Bar-Lev said what’s helping to soothe the pain for service providers’ back office and provisioning systems within their networks is the advent of SDN and NFV.
“The introduction of NFV and SDN with its horizontal approach control of networks means there’s an opportunity to introduce lifecycle service orchestration,” Bar-Lev said. “It follows that same abstraction approach for EMS and OSS.”
Future releases of the LSO Presto APIs will evolve to support more technology domains, business requirements, and use cases. CenturyLink, Amartus, Cisco, Ericsson, Huawei, NEC, and Nokia are among the main contributors to the first LSO Presto SDK release.
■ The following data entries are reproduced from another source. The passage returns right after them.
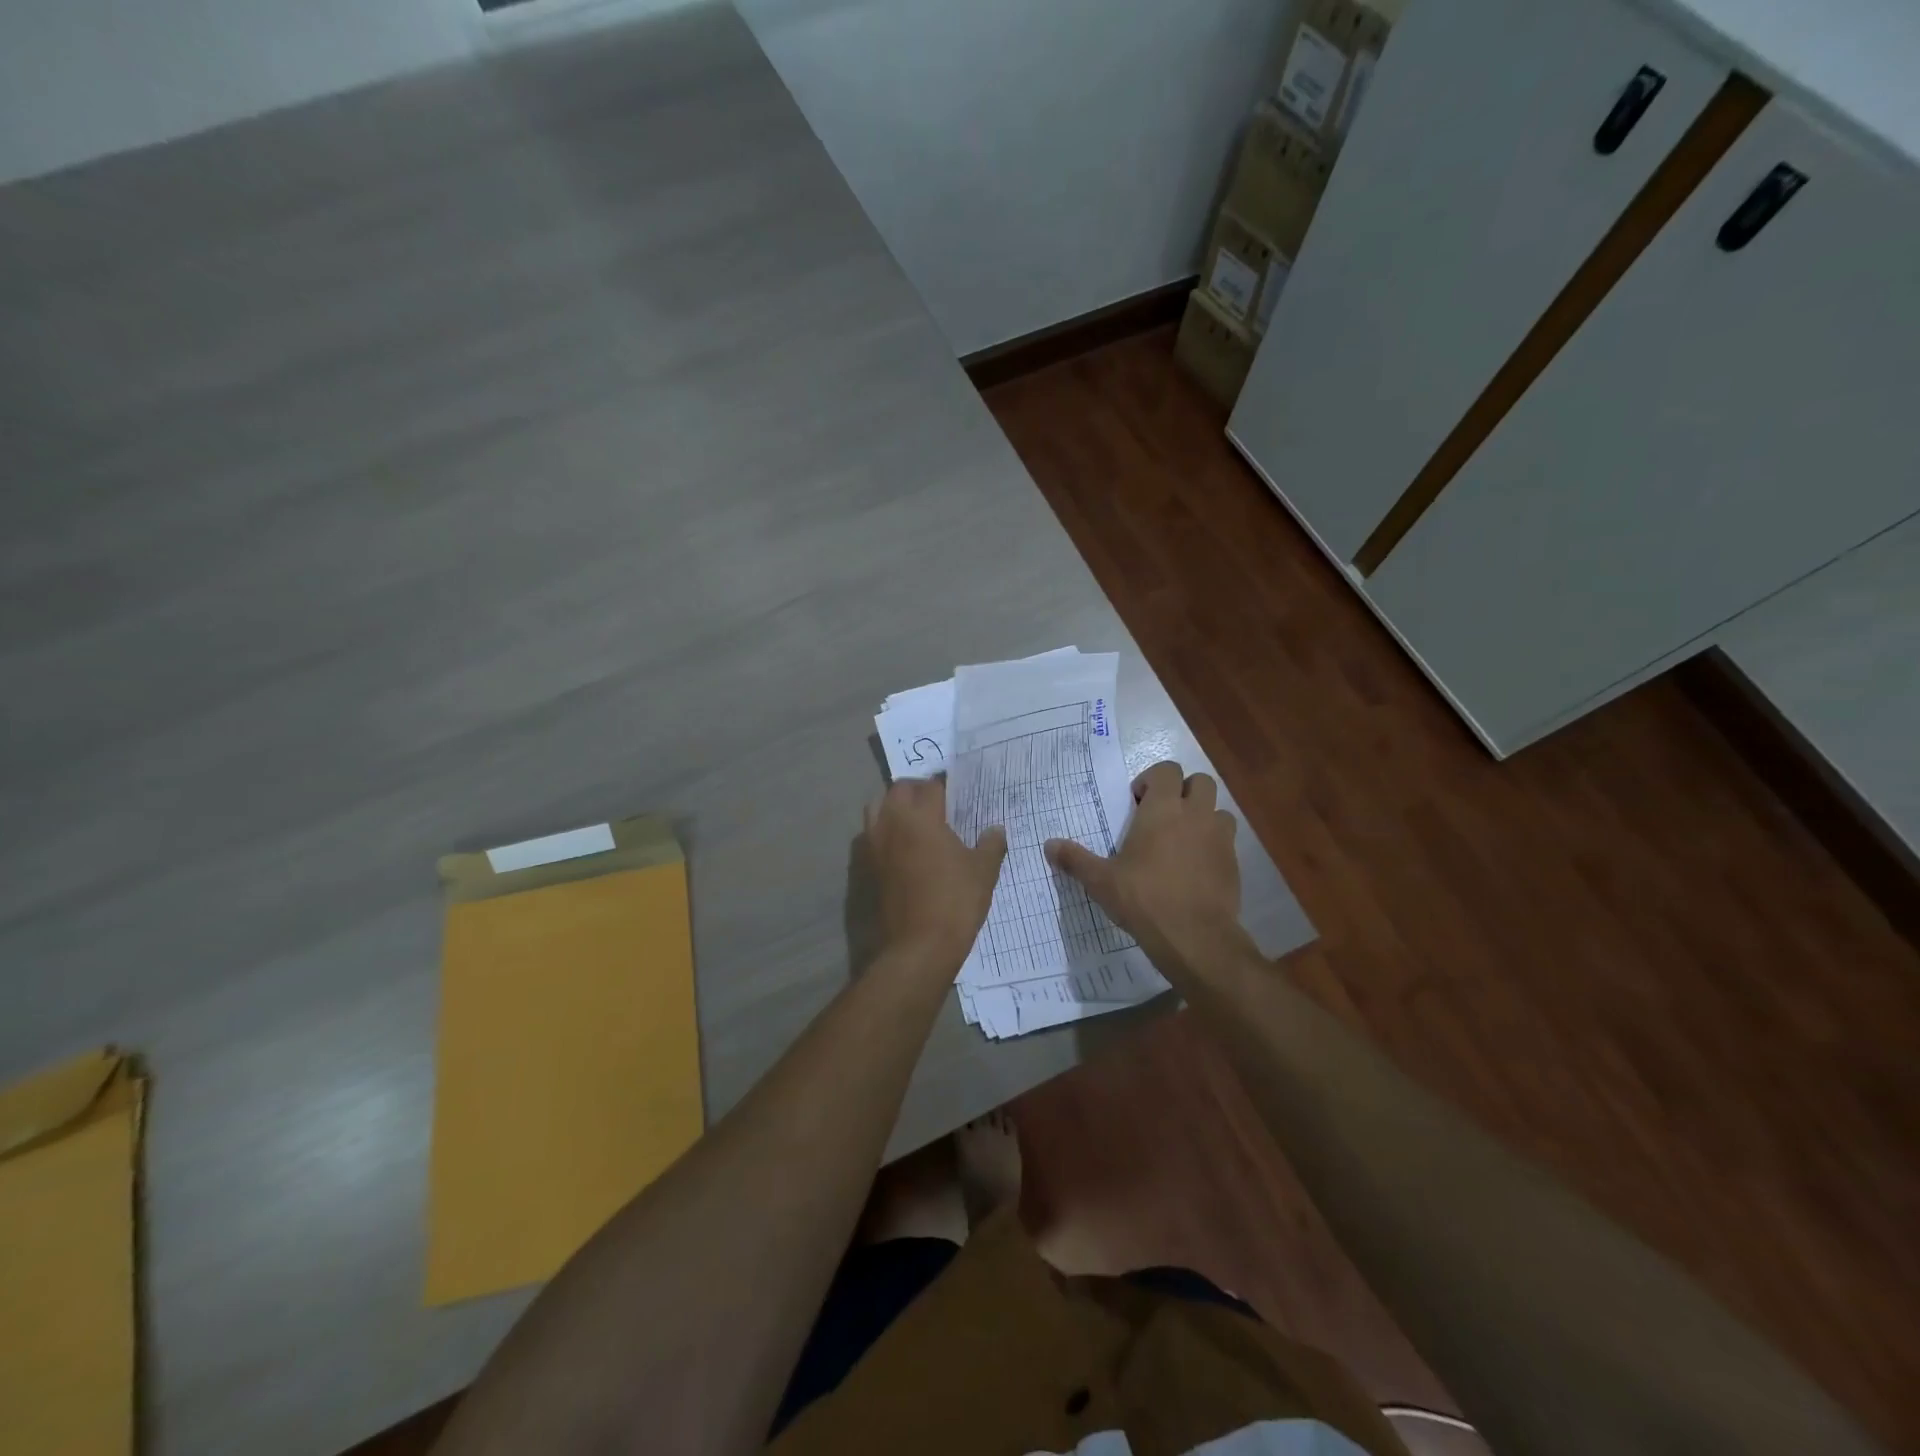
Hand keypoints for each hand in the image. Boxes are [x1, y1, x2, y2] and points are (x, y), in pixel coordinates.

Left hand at [865, 778, 1006, 970]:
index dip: (944, 786)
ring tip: (914, 821)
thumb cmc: (955, 901)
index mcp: (921, 817)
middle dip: (916, 790)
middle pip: (898, 789)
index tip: (955, 793)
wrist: (918, 946)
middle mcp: (892, 822)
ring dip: (893, 806)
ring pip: (877, 808)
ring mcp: (874, 845)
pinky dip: (883, 832)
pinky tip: (900, 848)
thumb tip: (996, 829)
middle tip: (936, 802)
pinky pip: (870, 835)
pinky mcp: (865, 866)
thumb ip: (990, 844)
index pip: (930, 786)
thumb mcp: (983, 871)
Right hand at [1045, 761, 1248, 975]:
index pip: (1167, 770)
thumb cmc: (1144, 899)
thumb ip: (1075, 859)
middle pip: (1200, 782)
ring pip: (1218, 810)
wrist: (1195, 937)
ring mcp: (1219, 838)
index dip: (1152, 780)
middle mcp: (1196, 815)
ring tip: (1182, 841)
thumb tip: (1048, 845)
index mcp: (1163, 809)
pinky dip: (1212, 846)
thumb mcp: (1101, 881)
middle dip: (1183, 791)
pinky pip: (1226, 841)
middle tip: (1162, 816)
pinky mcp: (1234, 863)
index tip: (1137, 802)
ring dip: (1202, 817)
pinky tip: (1194, 869)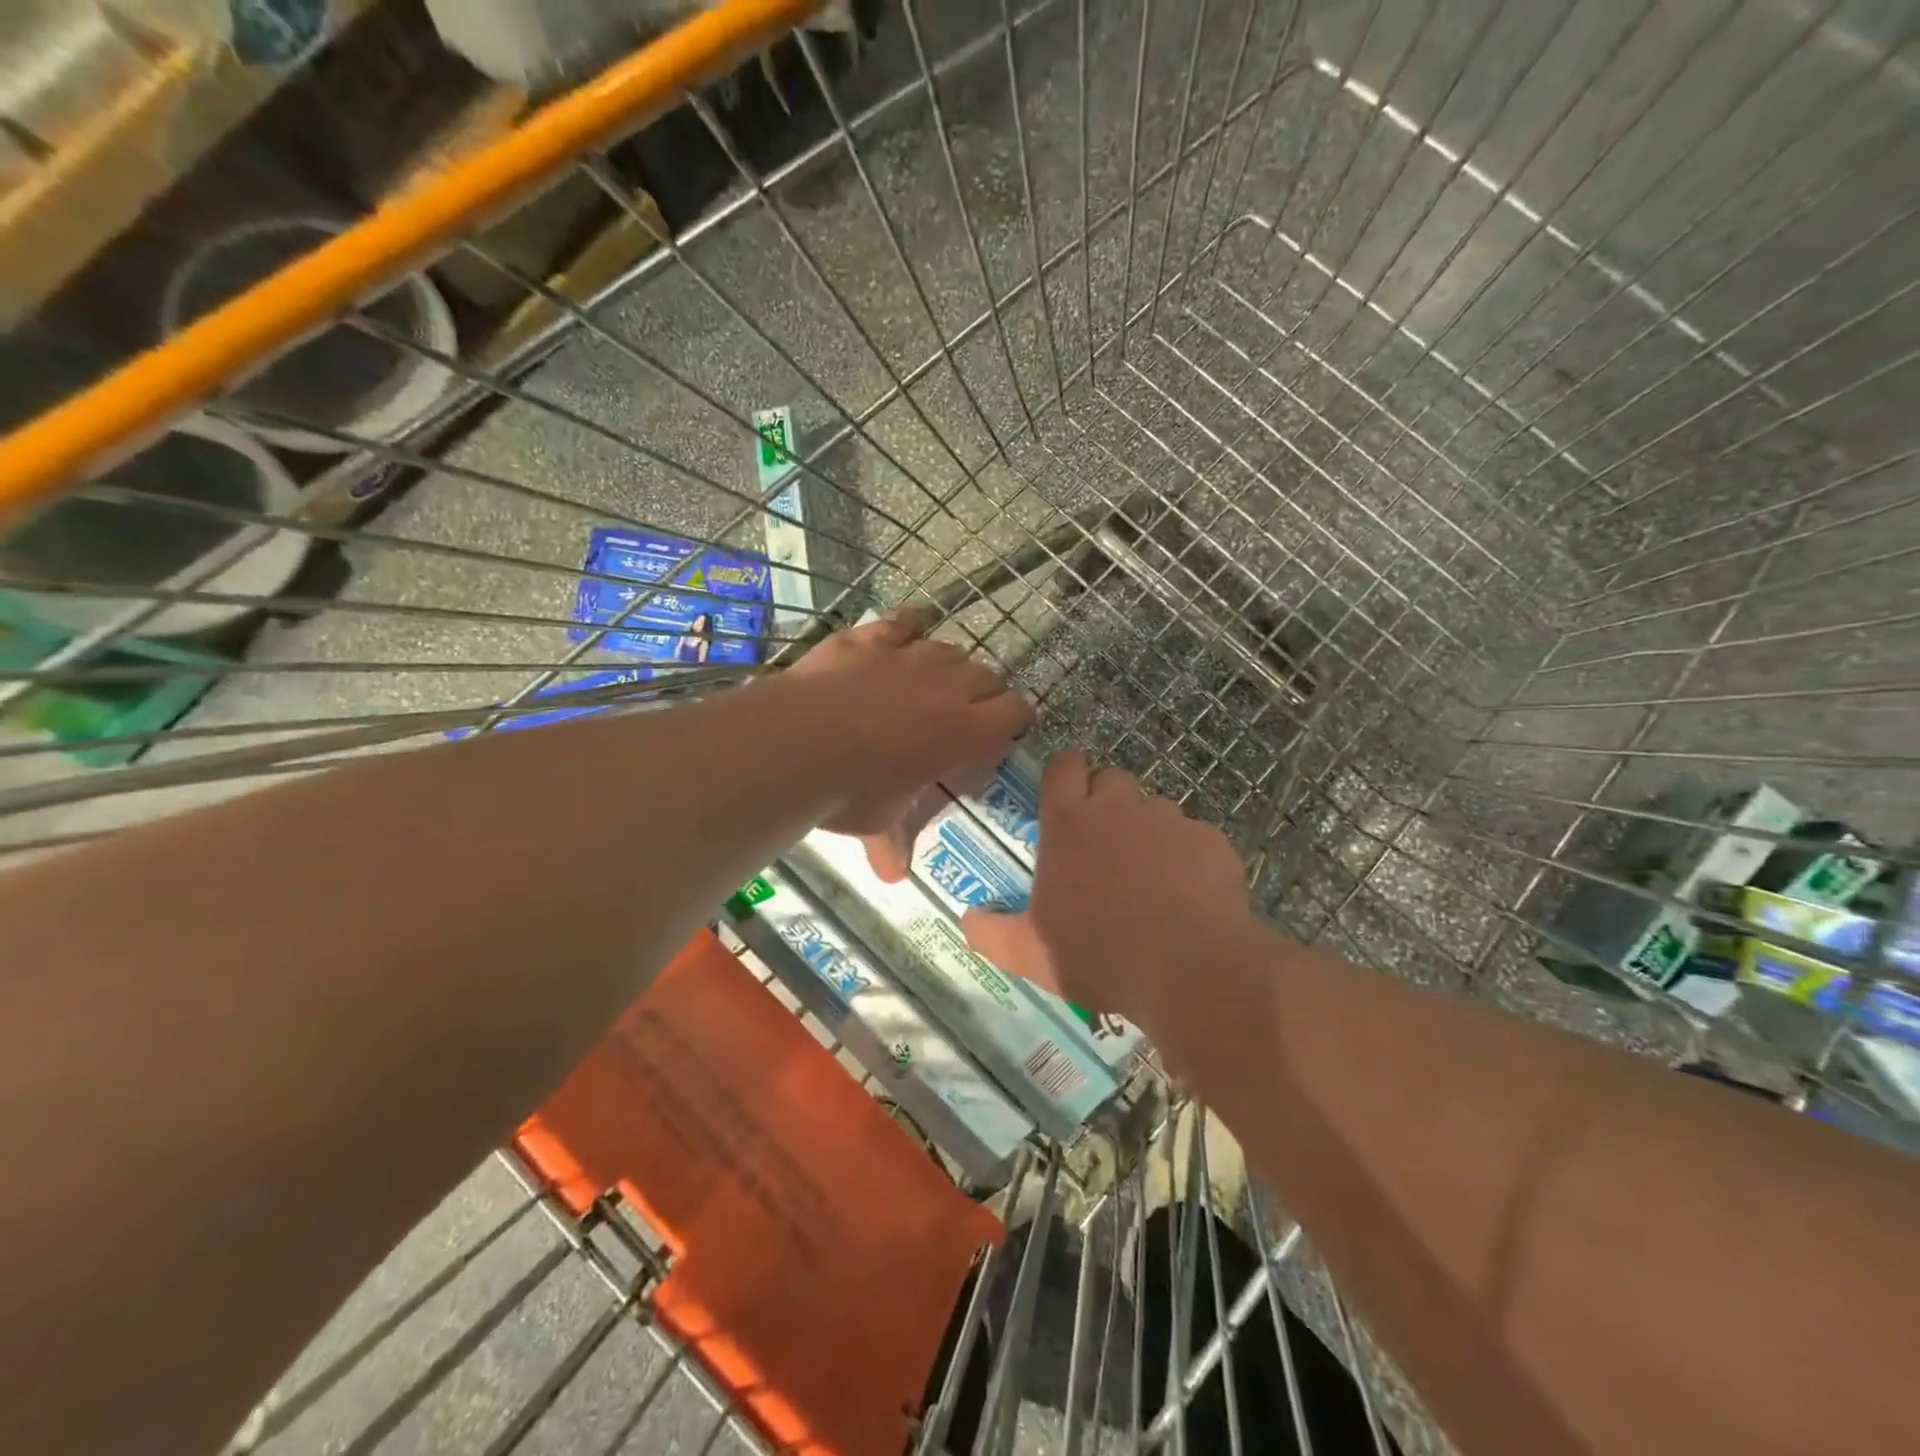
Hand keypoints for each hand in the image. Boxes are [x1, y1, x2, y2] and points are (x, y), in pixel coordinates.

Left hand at [782, 610, 1033, 878]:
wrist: (797, 742)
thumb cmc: (852, 790)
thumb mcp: (878, 821)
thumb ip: (893, 840)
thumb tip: (893, 876)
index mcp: (965, 731)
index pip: (1014, 712)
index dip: (1014, 720)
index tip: (1003, 732)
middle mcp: (946, 686)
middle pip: (986, 675)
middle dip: (983, 693)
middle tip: (965, 714)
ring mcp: (906, 656)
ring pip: (948, 649)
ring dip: (948, 665)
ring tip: (932, 682)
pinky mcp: (869, 639)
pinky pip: (901, 623)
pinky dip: (906, 631)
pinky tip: (900, 638)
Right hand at [960, 751, 1251, 1021]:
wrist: (1187, 969)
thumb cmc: (1097, 954)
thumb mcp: (1030, 953)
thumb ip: (991, 933)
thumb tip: (966, 920)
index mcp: (1068, 824)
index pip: (1064, 767)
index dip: (1066, 774)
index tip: (1069, 794)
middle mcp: (1117, 808)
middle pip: (1112, 778)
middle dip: (1108, 801)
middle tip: (1106, 845)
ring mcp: (1168, 820)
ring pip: (1156, 808)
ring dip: (1149, 831)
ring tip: (1152, 878)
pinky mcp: (1210, 840)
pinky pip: (1195, 837)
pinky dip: (1189, 857)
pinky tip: (1191, 897)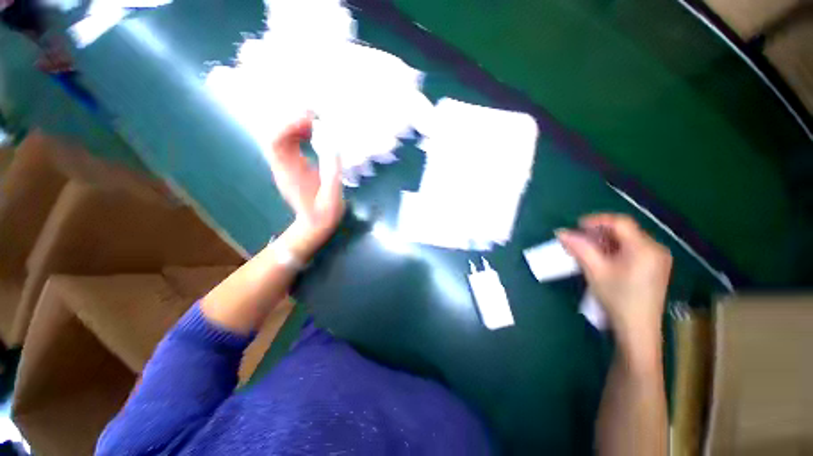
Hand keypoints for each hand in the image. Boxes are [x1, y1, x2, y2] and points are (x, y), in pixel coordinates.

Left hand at [267, 115, 344, 252]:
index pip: (275, 142)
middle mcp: (282, 167)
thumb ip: (333, 175)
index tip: (309, 120)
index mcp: (290, 174)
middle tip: (315, 115)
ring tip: (317, 122)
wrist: (314, 225)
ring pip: (281, 137)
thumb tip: (335, 148)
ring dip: (296, 126)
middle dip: (292, 121)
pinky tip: (313, 134)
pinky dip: (299, 134)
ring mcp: (285, 166)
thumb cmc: (324, 215)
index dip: (288, 126)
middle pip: (276, 135)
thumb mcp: (332, 198)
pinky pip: (289, 144)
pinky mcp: (291, 167)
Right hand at [557, 214, 671, 343]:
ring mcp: (658, 258)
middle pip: (625, 230)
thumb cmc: (617, 298)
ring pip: (628, 239)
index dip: (597, 220)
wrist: (638, 328)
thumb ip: (579, 248)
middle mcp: (656, 248)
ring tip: (588, 249)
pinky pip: (633, 249)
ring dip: (606, 241)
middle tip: (580, 239)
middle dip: (600, 232)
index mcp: (644, 248)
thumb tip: (561, 232)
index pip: (620, 222)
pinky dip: (616, 249)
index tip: (577, 226)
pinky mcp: (656, 267)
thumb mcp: (595, 271)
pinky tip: (604, 258)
Like the Sonata SDK, the Presto SDK is centered on cutting through proprietary red tape for Ethernet provisioning. The Presto SDK data transfer APIs give service providers more of an open environment to deploy services via standardized elements.
“The idea is if you standardize the APIs for things like network resource provisioning or service OAM, you do it once in an SDN controller and it does not matter what technology domains you have underneath,” Bar-Lev said. “It gives the service providers a lot more flexibility to how they integrate their existing and new infrastructures where it’s virtualized or legacy.”
The LSO Presto API is already supported within an OpenDaylight SDN controller plug-in contributed into the ODL UNI Manager project. It includes a reference implementation with the ODL SDN controller that demonstrates how a northbound application can provision an end-to-end network connectivity service between two endpoints in both a technology-agnostic and vendor-agnostic manner.
Presto is also being implemented in ONOS as well.
“We’re giving a starting point to the industry to look at and they can integrate it into their SDN controllers and IT systems,” Bar-Lev said.